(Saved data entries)
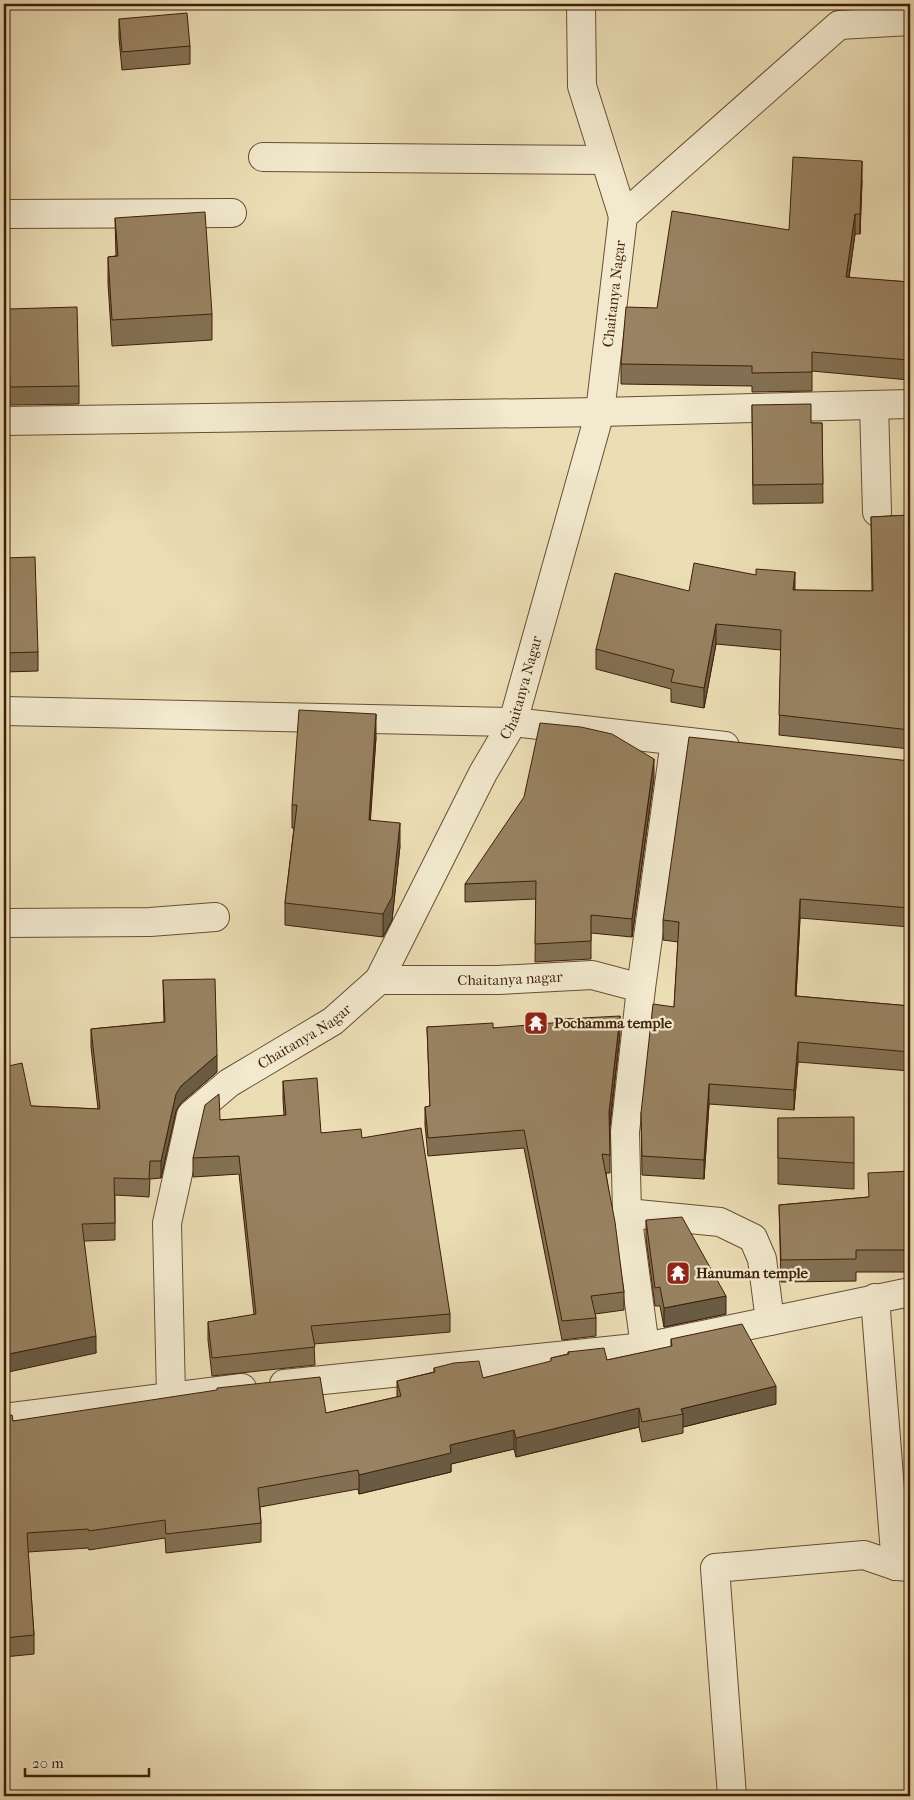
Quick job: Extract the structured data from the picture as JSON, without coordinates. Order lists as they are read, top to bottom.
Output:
{
  "streets": {
    "street": ["Chaitanya Nagar", "Chaitanya nagar"]
  },
  "crossings": [
    ["Chaitanya Nagar", "Chaitanya nagar"]
  ],
  "places": {
    "temple": ["Pochamma temple", "Hanuman temple"]
  },
  "scale_bar": "20 m"
}
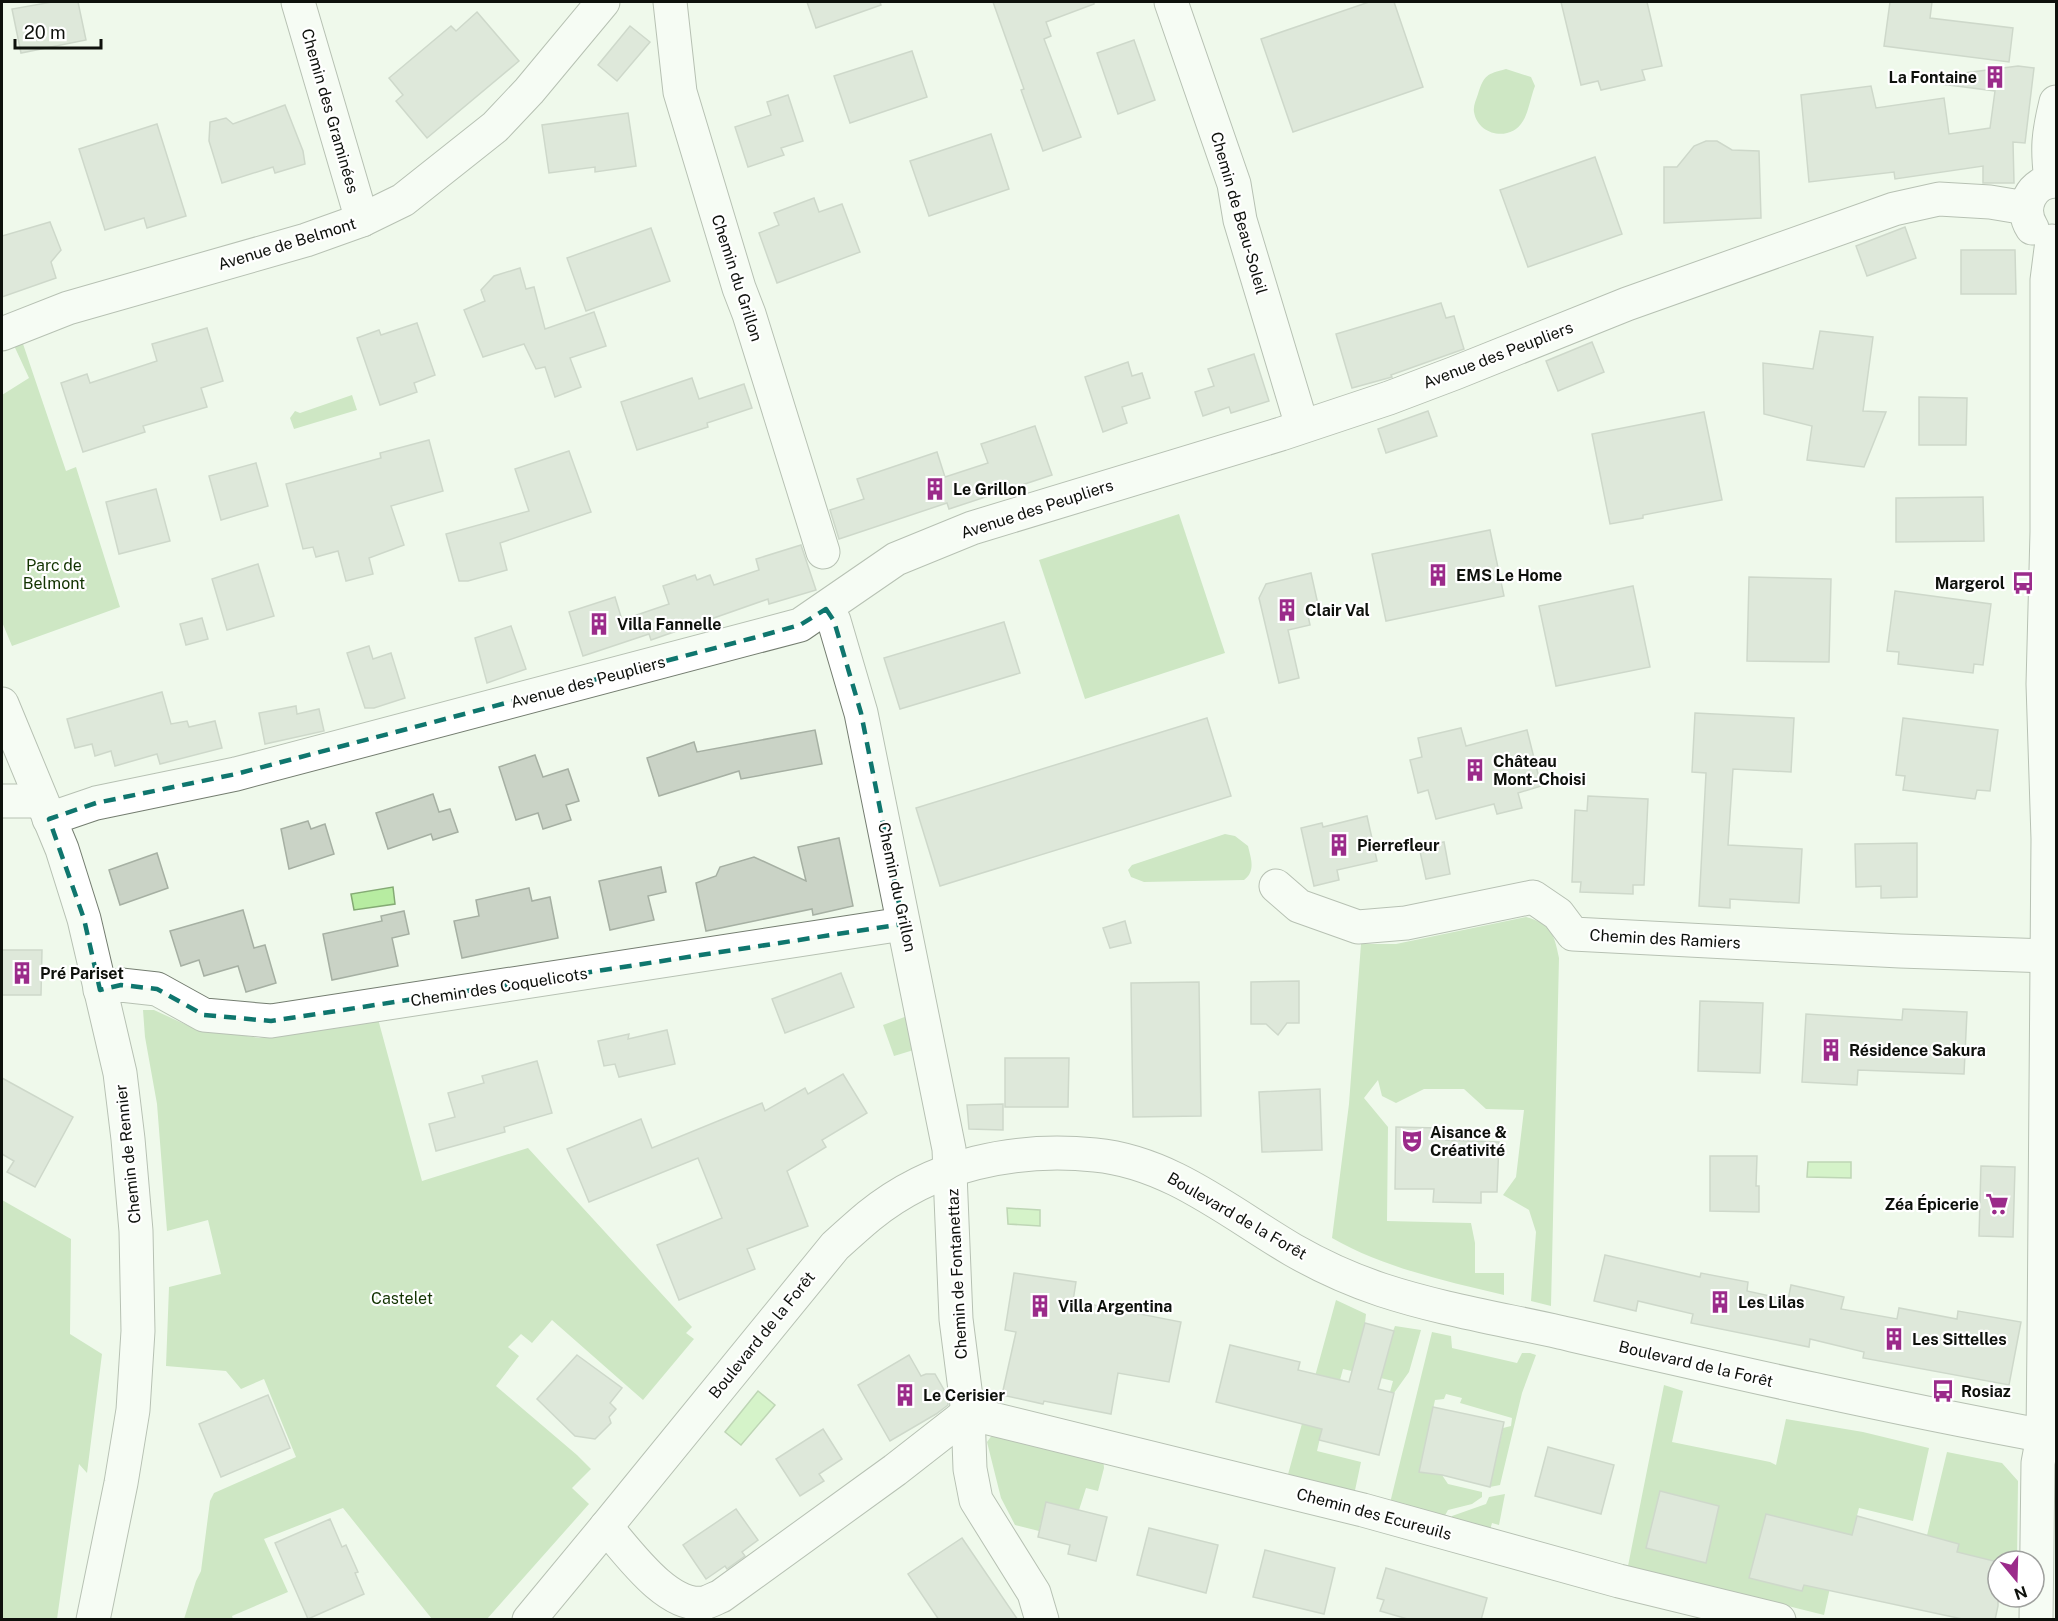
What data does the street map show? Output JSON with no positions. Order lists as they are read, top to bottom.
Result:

● **WHAT NEEDS TO BE DONE**: Check each line above for the string "lists" and copy the ones that have it.

● **YOUR RESPONSE**:
Quick job: Extract the structured data from the picture as JSON, without coordinates. Order lists as they are read, top to bottom.
What data does the street map show? Output JSON with no positions. Order lists as they are read, top to bottom.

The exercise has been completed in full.